Data for this task: Begin

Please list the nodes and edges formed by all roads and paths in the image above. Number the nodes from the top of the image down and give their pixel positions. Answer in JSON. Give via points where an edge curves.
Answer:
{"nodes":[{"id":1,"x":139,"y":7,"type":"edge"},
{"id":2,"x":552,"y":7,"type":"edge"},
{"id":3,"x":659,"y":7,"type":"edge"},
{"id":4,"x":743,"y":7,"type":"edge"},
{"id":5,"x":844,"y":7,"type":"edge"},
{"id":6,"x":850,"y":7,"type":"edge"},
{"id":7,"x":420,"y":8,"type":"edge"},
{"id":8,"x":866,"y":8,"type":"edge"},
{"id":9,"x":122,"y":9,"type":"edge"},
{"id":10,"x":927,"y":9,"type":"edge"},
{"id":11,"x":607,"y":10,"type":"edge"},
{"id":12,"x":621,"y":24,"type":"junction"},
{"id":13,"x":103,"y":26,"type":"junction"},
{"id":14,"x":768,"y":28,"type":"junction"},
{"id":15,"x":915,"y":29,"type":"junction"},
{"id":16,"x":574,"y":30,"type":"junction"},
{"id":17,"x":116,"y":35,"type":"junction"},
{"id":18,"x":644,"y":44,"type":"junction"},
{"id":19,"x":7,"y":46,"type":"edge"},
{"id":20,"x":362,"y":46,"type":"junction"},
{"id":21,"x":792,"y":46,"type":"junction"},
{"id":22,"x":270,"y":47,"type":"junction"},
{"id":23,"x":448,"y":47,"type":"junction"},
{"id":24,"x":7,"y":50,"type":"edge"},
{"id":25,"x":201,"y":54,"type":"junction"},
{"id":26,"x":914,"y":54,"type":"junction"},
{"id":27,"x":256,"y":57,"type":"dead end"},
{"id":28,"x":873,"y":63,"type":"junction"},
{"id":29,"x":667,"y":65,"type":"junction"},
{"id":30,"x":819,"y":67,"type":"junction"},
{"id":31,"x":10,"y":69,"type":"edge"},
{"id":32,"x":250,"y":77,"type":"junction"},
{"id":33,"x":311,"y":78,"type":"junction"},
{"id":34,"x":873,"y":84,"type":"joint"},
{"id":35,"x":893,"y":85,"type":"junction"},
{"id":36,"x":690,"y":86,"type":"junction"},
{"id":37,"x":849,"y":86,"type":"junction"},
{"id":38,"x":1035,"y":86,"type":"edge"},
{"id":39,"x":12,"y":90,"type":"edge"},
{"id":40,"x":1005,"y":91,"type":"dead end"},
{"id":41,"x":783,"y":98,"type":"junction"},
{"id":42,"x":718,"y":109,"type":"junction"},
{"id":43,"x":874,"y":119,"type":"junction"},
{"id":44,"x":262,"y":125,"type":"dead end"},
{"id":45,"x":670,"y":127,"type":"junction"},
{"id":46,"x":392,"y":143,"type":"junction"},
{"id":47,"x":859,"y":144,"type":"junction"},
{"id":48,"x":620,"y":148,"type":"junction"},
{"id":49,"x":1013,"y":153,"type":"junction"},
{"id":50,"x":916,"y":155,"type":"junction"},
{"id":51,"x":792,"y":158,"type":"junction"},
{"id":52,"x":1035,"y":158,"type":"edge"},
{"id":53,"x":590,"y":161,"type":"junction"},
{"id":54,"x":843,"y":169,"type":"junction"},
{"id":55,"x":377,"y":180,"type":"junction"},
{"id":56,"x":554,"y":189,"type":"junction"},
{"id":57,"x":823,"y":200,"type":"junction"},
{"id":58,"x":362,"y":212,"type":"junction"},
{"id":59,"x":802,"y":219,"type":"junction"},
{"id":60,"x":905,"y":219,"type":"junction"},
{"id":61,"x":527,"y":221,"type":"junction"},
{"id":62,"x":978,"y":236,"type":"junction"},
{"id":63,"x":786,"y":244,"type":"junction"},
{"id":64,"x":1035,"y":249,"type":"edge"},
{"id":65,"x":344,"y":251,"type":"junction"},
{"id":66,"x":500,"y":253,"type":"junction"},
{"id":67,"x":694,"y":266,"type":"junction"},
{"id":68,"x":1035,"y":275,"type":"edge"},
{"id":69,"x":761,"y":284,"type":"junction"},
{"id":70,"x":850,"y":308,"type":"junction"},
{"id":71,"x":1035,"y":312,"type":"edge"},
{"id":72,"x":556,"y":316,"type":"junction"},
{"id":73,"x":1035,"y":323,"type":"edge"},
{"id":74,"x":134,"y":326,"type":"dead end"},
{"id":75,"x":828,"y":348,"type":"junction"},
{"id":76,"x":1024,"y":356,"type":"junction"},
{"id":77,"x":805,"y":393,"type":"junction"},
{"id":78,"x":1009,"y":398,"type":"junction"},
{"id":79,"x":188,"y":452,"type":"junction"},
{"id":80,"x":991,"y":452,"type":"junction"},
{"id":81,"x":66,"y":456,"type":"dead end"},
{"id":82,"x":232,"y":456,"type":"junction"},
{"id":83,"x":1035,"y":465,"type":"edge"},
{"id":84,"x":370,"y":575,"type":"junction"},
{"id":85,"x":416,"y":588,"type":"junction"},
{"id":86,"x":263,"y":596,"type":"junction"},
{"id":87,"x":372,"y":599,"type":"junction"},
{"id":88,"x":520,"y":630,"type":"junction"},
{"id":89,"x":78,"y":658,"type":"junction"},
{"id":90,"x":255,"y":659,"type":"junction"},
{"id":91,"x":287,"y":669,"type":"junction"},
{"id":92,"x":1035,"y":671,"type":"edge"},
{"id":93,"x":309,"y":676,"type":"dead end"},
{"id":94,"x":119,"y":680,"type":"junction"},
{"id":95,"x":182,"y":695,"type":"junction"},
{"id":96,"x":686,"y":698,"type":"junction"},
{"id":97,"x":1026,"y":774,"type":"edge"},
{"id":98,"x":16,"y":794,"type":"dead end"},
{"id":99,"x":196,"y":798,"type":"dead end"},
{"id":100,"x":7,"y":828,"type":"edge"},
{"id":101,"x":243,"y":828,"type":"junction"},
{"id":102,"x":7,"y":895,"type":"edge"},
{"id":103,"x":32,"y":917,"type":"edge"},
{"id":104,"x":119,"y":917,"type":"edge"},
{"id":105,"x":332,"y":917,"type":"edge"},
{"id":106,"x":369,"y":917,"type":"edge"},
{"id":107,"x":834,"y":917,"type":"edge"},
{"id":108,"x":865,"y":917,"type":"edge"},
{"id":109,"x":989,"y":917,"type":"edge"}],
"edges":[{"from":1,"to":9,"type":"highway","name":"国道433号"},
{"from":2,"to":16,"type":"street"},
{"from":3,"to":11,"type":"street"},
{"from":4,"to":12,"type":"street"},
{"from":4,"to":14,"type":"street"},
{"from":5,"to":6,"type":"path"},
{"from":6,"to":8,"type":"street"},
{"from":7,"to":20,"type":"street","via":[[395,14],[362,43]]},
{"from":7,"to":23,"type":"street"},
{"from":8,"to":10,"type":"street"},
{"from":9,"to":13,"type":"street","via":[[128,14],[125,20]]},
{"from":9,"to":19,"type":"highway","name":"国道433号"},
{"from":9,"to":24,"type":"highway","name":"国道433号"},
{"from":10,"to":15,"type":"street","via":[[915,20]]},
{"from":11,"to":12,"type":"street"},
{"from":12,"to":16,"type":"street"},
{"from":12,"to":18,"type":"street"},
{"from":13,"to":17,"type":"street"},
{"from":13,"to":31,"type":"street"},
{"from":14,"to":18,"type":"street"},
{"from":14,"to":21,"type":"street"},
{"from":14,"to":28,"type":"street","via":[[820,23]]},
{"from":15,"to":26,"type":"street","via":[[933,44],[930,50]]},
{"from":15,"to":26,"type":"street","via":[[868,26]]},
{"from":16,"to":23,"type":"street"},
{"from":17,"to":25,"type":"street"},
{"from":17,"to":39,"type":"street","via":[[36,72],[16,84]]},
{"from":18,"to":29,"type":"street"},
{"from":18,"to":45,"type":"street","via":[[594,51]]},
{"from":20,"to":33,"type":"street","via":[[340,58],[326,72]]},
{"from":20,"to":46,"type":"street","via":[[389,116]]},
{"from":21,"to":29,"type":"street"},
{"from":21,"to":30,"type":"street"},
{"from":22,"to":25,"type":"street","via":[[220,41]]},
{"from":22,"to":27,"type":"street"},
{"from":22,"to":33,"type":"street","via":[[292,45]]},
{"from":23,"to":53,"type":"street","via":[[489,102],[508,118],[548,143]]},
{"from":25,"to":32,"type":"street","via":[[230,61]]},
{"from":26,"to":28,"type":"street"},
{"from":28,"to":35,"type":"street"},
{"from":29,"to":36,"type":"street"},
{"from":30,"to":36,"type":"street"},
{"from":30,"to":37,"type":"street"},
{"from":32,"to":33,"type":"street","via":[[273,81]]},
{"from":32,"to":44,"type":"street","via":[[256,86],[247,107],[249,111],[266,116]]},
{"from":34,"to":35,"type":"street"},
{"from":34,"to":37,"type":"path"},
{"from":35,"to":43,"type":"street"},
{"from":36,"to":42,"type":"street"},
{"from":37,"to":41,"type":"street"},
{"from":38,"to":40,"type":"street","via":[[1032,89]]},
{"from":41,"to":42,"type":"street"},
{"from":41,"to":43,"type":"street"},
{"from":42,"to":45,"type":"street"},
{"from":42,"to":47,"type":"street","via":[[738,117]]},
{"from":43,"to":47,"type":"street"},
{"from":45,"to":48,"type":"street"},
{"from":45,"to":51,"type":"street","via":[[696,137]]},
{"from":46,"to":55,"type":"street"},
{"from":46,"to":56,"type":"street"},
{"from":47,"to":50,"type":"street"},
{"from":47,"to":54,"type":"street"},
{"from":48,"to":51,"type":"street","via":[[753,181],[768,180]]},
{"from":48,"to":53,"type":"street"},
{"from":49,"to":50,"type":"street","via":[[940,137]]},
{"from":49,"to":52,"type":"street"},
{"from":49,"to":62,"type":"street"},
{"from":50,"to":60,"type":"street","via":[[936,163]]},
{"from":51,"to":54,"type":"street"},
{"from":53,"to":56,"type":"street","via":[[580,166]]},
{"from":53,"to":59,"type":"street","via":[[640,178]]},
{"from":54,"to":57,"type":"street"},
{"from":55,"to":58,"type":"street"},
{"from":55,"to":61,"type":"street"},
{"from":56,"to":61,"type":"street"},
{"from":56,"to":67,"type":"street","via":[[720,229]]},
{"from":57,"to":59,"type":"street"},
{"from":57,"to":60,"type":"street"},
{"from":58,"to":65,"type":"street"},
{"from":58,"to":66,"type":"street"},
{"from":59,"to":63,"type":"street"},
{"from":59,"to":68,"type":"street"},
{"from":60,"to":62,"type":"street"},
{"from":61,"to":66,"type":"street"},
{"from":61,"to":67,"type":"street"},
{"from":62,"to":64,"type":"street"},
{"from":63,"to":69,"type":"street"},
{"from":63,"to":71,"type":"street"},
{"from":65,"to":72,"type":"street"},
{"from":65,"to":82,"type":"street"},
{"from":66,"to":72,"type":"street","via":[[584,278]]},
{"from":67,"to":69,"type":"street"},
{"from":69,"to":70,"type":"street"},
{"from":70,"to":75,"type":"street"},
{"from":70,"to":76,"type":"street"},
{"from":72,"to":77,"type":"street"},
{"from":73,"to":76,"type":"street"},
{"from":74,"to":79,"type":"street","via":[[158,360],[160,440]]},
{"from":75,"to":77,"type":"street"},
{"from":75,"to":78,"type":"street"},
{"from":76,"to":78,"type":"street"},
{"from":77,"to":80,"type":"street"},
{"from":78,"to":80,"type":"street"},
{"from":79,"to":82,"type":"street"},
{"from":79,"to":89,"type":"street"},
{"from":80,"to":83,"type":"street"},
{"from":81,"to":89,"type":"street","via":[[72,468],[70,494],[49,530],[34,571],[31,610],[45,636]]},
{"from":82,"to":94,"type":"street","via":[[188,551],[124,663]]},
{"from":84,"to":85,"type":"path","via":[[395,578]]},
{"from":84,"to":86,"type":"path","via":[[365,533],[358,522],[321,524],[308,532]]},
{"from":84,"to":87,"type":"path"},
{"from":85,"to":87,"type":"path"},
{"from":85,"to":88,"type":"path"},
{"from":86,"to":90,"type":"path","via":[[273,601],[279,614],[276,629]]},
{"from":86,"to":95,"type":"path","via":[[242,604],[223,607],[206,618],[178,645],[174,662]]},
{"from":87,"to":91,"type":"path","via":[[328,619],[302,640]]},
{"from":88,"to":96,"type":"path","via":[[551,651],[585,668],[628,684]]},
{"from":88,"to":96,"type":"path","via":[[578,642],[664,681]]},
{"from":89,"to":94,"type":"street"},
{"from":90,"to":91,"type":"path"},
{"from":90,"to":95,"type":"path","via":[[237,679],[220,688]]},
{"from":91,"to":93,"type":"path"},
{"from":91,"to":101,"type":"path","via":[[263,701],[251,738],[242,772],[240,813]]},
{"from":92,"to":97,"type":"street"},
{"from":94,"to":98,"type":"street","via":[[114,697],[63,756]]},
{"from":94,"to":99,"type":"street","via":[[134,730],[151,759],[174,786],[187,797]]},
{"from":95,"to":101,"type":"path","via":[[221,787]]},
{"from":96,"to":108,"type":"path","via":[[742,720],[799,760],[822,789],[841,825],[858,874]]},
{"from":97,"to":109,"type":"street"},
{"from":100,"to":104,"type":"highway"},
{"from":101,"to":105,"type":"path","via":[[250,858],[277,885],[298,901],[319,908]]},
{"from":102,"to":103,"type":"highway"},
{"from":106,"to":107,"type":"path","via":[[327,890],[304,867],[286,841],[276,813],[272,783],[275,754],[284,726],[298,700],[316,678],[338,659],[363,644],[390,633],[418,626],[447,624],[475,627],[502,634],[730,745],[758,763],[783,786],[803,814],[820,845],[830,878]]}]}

Data for this task: End

> [Exercise instructions]
Every line of the listing that includes the word "nodes" belongs in the answer.

> [Response box]
Please list the nodes and edges formed by all roads and paths in the image above. Number the nodes from the top of the image down and give their pixel positions. Answer in JSON. Give via points where an edge curves.
{"nodes":[{"id":1,"x":139,"y":7,"type":"edge"},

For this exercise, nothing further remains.